> [The records]
*** Begin section ***

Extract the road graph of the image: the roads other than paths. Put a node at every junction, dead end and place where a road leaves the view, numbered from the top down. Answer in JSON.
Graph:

*** End section ***
*** Begin section ***

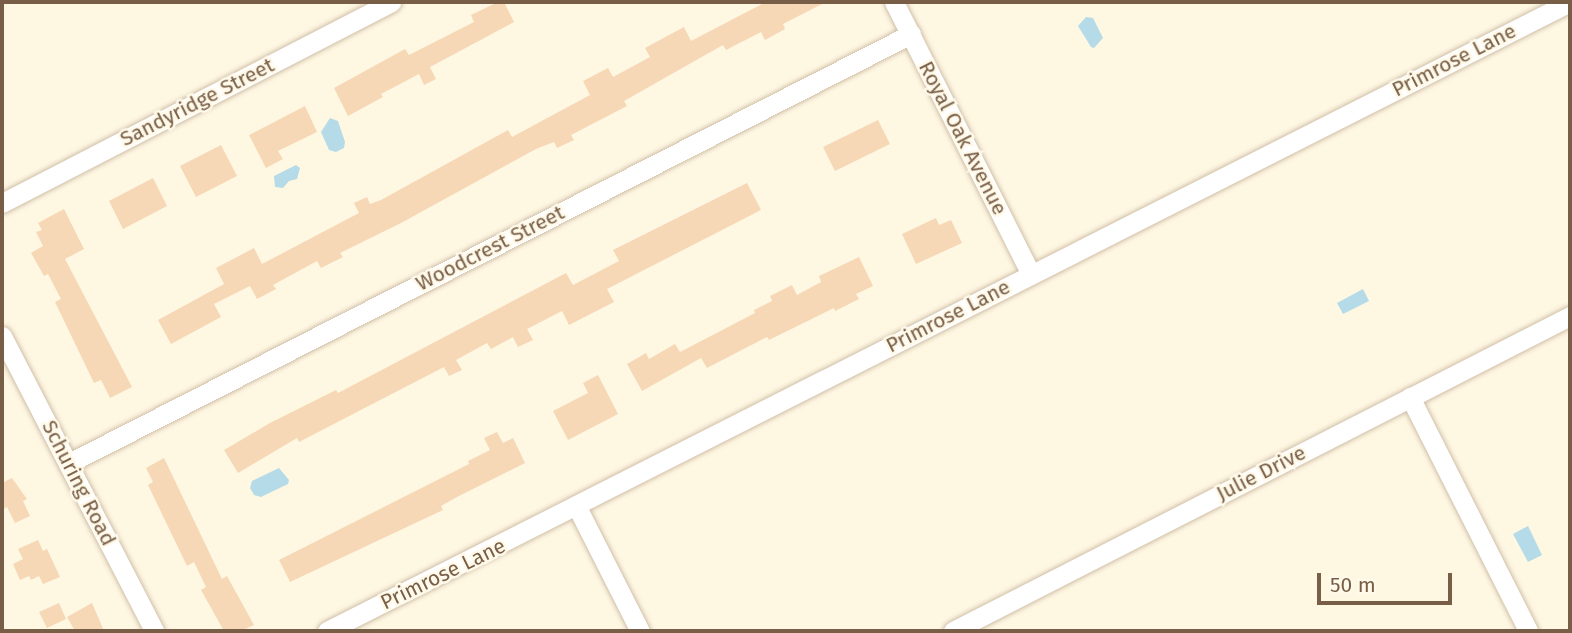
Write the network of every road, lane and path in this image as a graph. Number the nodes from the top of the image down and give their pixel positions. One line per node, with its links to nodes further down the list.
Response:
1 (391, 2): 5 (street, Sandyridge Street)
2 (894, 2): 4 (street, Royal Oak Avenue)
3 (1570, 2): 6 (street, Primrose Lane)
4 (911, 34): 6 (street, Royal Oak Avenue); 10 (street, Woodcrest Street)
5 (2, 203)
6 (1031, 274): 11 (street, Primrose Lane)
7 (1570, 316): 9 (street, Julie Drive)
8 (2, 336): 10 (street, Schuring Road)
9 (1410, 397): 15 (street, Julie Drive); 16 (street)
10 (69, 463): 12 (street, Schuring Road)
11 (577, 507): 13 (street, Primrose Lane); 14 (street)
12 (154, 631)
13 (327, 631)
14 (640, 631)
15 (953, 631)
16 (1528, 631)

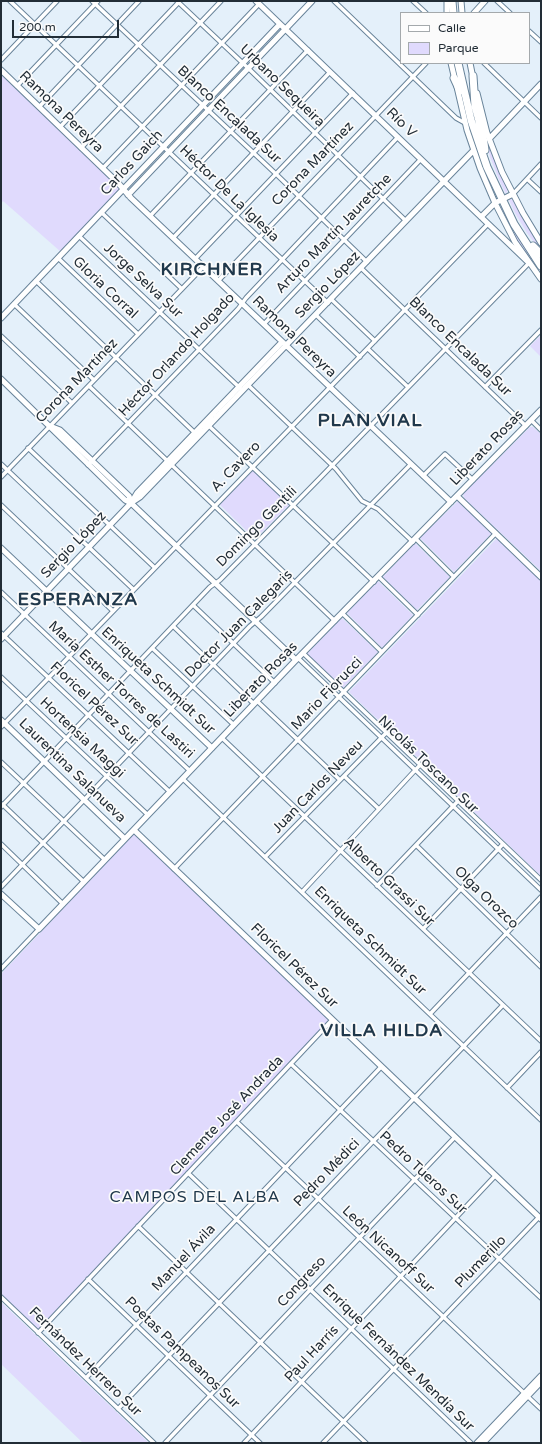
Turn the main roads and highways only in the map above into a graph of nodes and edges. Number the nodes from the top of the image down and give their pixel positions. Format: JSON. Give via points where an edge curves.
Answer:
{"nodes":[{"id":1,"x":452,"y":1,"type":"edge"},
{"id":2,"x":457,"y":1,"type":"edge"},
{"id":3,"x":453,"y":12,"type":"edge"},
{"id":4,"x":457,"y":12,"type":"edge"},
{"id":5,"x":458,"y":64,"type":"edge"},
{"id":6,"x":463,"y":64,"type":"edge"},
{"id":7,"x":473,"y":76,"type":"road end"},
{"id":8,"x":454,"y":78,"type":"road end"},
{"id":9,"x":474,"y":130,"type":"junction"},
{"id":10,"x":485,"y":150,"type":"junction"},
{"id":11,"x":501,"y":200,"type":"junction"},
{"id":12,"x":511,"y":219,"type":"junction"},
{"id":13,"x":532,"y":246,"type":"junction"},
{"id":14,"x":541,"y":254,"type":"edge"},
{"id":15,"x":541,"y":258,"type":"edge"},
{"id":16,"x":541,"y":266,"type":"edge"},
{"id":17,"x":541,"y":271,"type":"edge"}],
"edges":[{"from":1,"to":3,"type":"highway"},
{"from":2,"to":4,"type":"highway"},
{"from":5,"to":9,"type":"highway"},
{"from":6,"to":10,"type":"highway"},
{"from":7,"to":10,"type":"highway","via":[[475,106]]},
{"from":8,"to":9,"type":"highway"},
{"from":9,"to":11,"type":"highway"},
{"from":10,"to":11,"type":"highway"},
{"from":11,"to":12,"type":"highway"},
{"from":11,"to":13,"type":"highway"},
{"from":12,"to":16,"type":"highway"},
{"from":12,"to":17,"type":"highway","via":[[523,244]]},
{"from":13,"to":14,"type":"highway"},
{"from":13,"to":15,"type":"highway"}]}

*** End section ***

> [Exercise objective] For this exercise, transcribe exactly the part of the records above that opens with the line containing "Write the network" and closes with the one containing "Turn the main". Pictures are not part of the copy.

> [Written solution]
Write the network of every road, lane and path in this image as a graph. Number the nodes from the top of the image down and give their pixel positions. One line per node, with its links to nodes further down the list.
Response:
1 (391, 2): 5 (street, Sandyridge Street)
2 (894, 2): 4 (street, Royal Oak Avenue)
3 (1570, 2): 6 (street, Primrose Lane)
4 (911, 34): 6 (street, Royal Oak Avenue); 10 (street, Woodcrest Street)
5 (2, 203)
6 (1031, 274): 11 (street, Primrose Lane)
7 (1570, 316): 9 (street, Julie Drive)
8 (2, 336): 10 (street, Schuring Road)
9 (1410, 397): 15 (street, Julie Drive); 16 (street)
10 (69, 463): 12 (street, Schuring Road)
11 (577, 507): 13 (street, Primrose Lane); 14 (street)
12 (154, 631)
13 (327, 631)
14 (640, 631)
15 (953, 631)
16 (1528, 631)

Turn the main roads and highways only in the map above into a graph of nodes and edges. Number the nodes from the top of the image down and give their pixel positions. Format: JSON. Give via points where an edge curves.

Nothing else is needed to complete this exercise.